**Exercise brief:** Could you please find each line in the records that contains the word "thumb" and copy it?

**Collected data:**
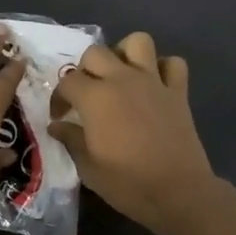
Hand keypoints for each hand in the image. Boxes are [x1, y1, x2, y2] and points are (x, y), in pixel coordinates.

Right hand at [49, 31, 215, 233]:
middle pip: (96, 53)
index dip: (59, 98)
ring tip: (120, 76)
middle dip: (85, 70)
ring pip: (137, 42)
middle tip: (86, 95)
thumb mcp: (88, 168)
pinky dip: (163, 68)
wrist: (178, 192)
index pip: (68, 81)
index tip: (60, 116)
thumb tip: (57, 126)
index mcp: (96, 97)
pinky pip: (173, 63)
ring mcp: (153, 82)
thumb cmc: (128, 183)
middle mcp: (122, 79)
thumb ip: (71, 140)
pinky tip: (154, 85)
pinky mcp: (178, 91)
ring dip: (124, 53)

**Solution:**
thumb mcp: (88, 168)
thumb tip: (57, 126)
thumb cmc: (128, 183)
thumb ip: (71, 140)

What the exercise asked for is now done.